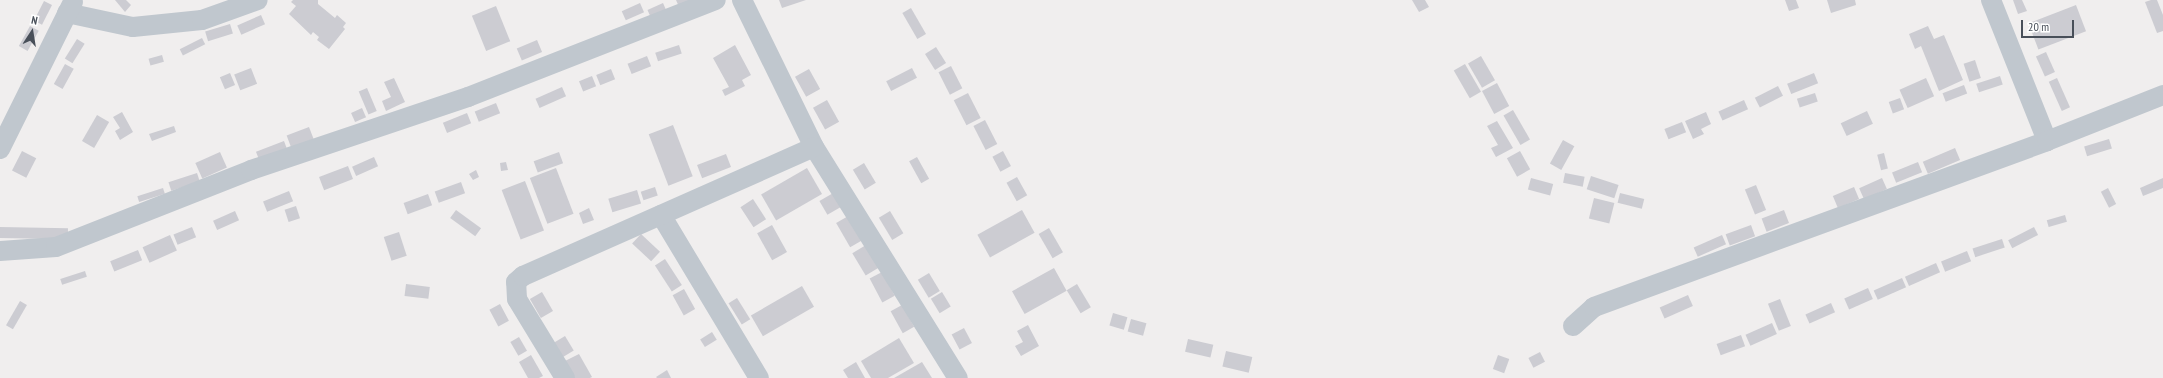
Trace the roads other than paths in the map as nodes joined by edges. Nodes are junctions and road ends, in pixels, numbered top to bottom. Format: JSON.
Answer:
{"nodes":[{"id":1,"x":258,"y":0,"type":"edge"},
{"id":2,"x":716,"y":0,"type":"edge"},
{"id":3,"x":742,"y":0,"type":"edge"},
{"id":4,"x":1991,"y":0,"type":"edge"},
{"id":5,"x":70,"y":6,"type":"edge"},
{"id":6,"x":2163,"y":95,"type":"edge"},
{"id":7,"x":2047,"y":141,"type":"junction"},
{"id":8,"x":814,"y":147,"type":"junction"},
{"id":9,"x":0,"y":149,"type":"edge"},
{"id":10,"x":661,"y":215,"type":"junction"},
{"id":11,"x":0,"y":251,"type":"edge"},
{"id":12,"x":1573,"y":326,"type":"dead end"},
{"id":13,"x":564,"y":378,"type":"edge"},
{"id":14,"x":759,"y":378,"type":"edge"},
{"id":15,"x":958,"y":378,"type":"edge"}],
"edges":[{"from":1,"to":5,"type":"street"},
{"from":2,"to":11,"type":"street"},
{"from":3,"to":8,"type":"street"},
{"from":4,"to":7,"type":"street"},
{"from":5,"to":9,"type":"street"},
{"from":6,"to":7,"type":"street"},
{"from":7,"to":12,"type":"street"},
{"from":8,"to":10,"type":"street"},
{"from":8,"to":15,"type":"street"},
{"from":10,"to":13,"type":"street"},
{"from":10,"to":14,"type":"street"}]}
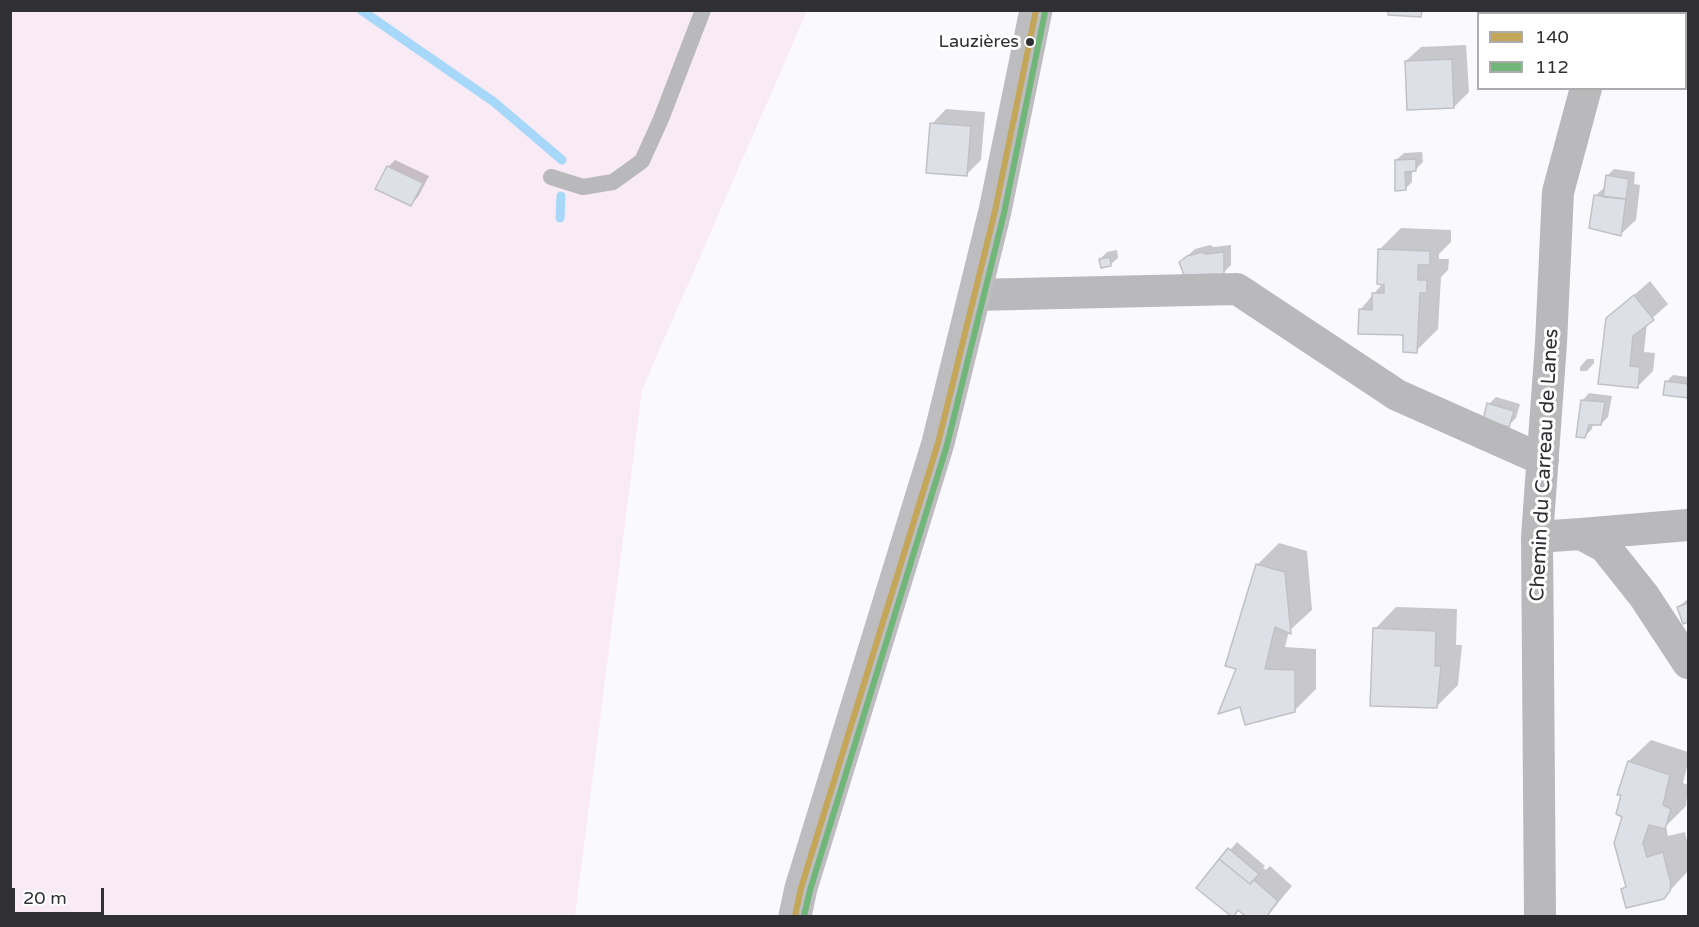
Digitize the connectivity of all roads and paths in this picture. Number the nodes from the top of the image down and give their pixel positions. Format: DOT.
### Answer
==
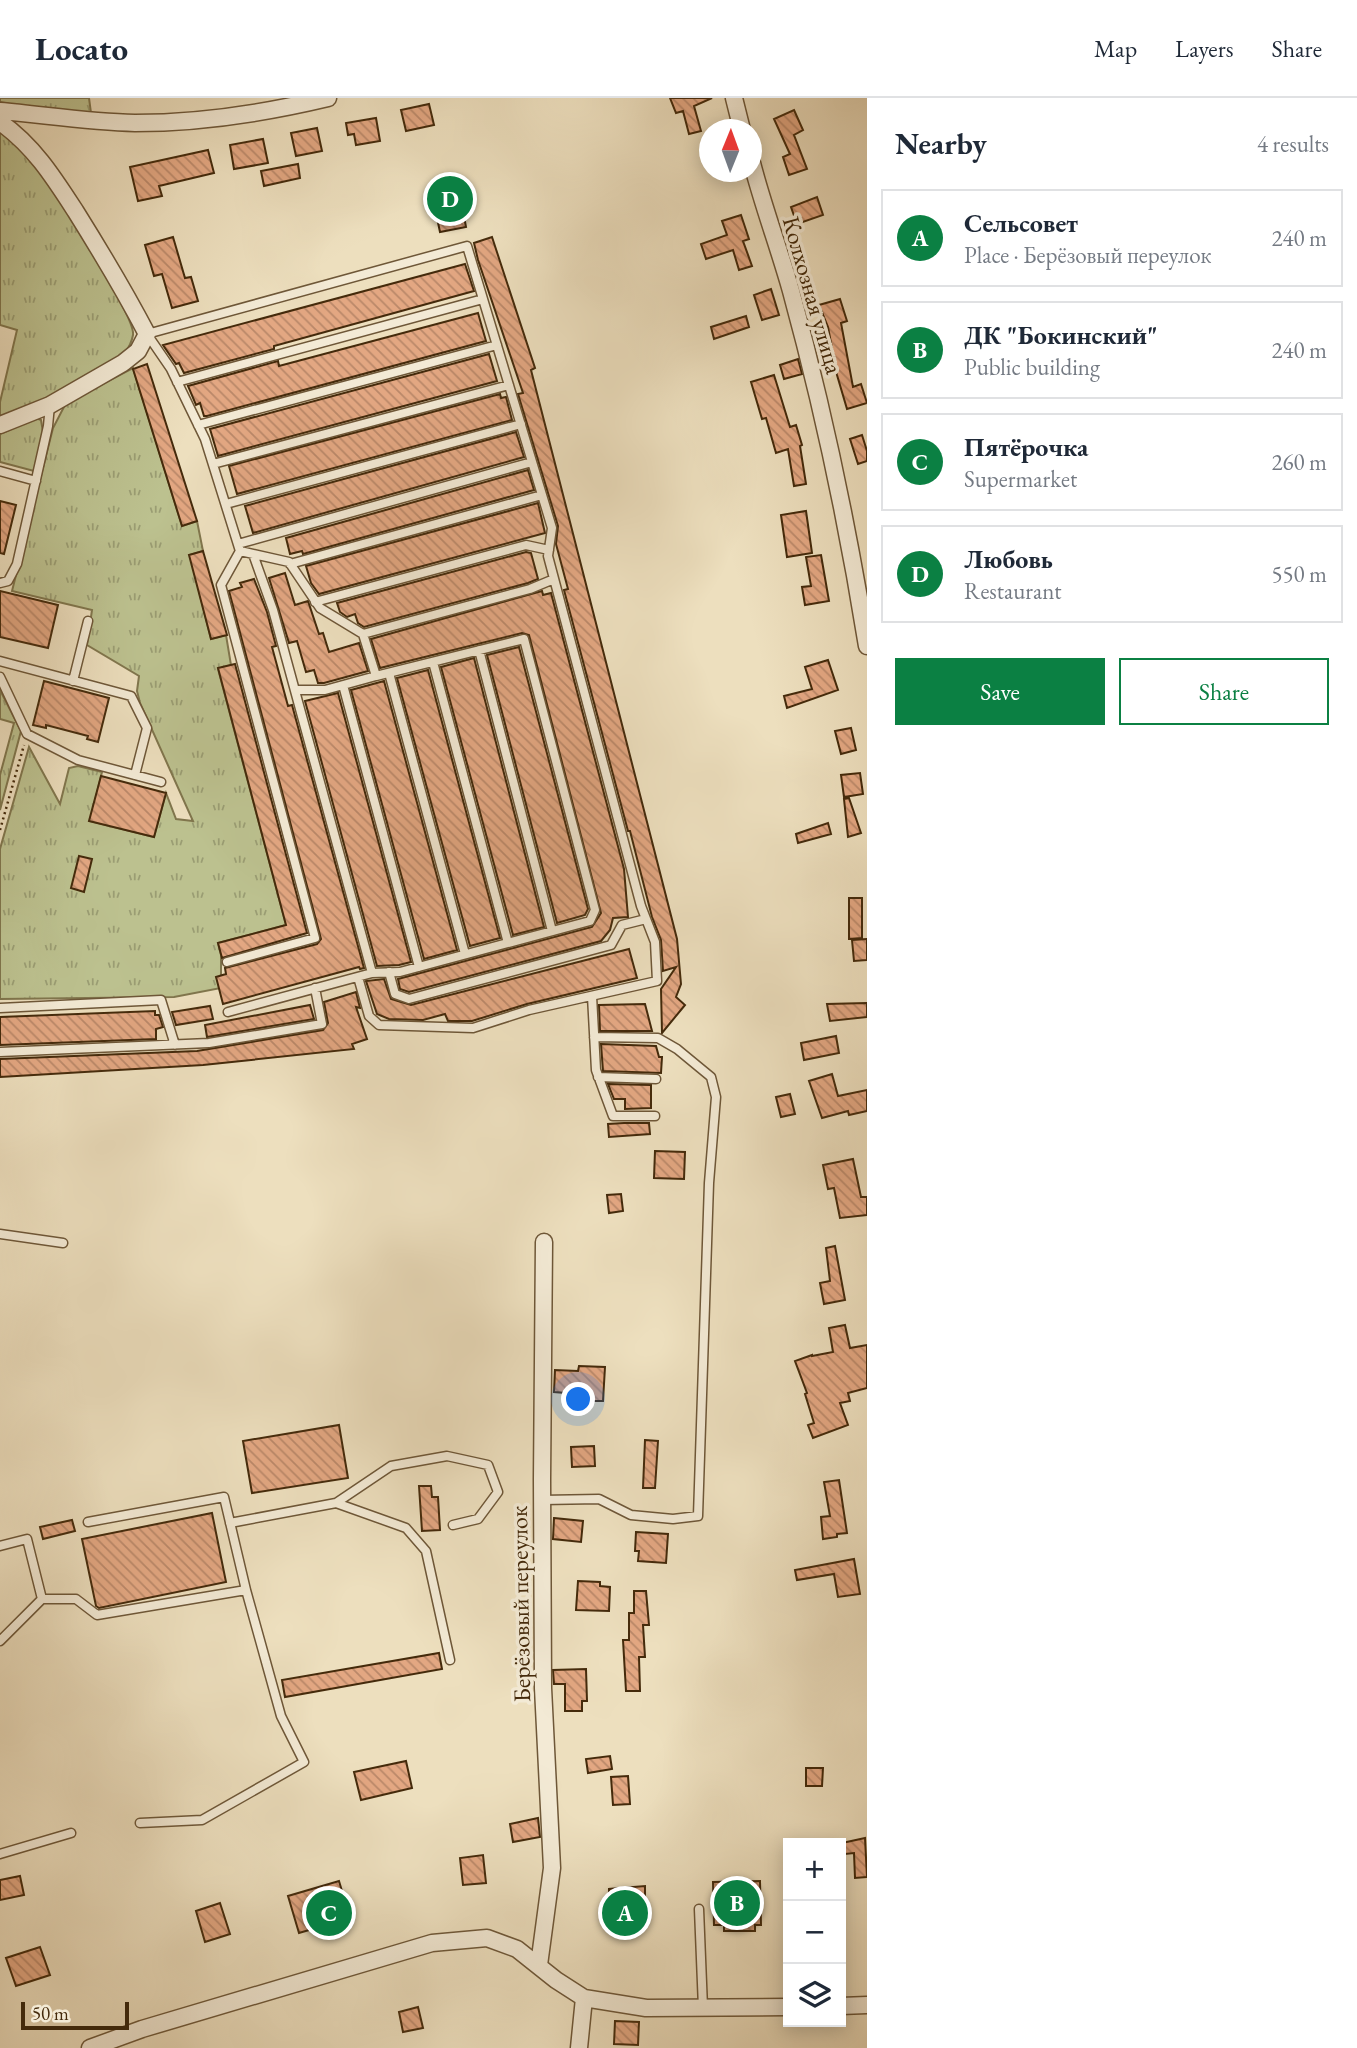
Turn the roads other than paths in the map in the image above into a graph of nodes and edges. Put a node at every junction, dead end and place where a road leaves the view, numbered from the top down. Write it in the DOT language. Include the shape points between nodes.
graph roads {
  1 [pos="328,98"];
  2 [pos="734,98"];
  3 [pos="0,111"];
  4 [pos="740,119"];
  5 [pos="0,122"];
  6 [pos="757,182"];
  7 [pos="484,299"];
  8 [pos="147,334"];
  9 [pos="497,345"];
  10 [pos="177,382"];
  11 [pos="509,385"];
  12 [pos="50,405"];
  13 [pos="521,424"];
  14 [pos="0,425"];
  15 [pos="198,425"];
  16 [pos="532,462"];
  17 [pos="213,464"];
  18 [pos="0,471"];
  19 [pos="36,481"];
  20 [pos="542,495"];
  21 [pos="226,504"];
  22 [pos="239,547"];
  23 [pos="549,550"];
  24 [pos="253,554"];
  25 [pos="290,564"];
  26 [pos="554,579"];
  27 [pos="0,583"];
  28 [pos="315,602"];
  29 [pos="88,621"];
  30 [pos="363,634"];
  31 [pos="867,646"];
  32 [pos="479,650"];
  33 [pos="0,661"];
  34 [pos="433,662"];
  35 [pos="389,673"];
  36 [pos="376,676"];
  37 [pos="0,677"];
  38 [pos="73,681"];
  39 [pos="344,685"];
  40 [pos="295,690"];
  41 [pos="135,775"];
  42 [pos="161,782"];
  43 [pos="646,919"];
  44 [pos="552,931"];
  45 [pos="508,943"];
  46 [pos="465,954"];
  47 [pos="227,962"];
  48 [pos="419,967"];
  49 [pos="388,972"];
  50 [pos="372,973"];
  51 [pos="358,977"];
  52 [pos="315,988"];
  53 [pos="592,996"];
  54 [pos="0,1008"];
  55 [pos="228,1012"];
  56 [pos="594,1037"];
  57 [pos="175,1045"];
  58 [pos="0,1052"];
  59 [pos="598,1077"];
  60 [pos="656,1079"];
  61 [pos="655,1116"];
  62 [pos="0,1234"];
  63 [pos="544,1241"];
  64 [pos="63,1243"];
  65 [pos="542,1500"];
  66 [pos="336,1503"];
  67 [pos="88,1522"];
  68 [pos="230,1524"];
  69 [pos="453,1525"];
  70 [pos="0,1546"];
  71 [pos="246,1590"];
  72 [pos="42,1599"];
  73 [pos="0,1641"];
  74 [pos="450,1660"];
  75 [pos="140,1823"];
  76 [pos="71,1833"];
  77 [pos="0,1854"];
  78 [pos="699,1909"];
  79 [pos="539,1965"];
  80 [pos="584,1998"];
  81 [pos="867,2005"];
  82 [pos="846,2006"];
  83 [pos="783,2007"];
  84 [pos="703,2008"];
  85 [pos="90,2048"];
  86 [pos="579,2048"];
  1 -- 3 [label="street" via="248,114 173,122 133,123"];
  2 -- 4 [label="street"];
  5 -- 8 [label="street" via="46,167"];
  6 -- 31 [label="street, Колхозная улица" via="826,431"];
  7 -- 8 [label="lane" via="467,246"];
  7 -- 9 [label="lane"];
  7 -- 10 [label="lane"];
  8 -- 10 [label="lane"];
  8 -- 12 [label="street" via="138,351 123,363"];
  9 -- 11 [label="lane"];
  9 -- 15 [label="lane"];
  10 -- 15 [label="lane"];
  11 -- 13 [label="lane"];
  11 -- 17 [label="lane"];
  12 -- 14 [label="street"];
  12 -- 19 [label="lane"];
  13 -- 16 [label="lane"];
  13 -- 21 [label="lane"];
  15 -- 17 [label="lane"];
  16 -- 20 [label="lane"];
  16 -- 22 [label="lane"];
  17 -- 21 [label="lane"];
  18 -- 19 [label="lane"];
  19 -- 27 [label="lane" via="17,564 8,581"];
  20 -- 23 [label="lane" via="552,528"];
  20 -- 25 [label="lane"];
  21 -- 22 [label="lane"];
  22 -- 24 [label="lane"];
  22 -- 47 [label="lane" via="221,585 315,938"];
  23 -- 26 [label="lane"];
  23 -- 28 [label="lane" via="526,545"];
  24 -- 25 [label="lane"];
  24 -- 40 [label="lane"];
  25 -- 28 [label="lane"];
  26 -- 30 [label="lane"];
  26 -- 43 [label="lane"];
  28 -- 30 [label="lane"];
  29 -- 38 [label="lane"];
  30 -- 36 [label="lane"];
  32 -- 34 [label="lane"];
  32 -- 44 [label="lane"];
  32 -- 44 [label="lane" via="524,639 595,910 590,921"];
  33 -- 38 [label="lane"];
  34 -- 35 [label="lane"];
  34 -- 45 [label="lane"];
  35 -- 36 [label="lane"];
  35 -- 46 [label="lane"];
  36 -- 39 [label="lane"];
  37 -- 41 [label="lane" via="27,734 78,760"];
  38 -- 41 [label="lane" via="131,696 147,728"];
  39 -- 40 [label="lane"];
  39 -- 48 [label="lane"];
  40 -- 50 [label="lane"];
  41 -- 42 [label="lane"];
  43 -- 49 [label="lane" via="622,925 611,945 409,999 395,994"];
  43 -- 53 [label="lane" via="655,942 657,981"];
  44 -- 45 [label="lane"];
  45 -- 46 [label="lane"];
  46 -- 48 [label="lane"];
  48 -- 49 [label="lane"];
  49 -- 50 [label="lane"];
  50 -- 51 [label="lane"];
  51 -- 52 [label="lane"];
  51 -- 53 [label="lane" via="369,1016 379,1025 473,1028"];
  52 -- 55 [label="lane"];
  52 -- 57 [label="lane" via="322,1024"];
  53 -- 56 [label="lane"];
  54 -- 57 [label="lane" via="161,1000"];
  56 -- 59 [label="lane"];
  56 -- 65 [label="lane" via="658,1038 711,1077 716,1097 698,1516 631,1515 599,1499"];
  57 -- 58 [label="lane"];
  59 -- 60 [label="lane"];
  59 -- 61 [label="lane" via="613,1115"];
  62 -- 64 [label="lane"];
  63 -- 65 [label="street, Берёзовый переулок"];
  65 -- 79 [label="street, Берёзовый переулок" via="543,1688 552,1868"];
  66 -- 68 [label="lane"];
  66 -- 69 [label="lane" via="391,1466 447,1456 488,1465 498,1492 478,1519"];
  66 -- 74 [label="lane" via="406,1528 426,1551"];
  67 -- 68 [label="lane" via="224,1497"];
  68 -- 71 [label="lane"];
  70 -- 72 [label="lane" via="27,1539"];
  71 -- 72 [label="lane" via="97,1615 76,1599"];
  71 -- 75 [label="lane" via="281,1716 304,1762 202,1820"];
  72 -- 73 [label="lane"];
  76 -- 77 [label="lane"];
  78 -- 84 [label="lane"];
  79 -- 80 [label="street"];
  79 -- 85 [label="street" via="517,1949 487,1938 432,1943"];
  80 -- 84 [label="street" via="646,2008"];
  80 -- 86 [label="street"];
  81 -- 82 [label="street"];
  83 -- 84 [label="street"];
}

# DESCRIPTION OF THE TASK
Copy out every line of the listing that contains the string "Format".

# SOLUTION
Trace the roads other than paths in the map as nodes joined by edges. Nodes are junctions and road ends, in pixels, numbered top to bottom. Format: JSON.
Digitize the connectivity of all roads and paths in this picture. Number the nodes from the top of the image down and give their pixel positions. Format: DOT.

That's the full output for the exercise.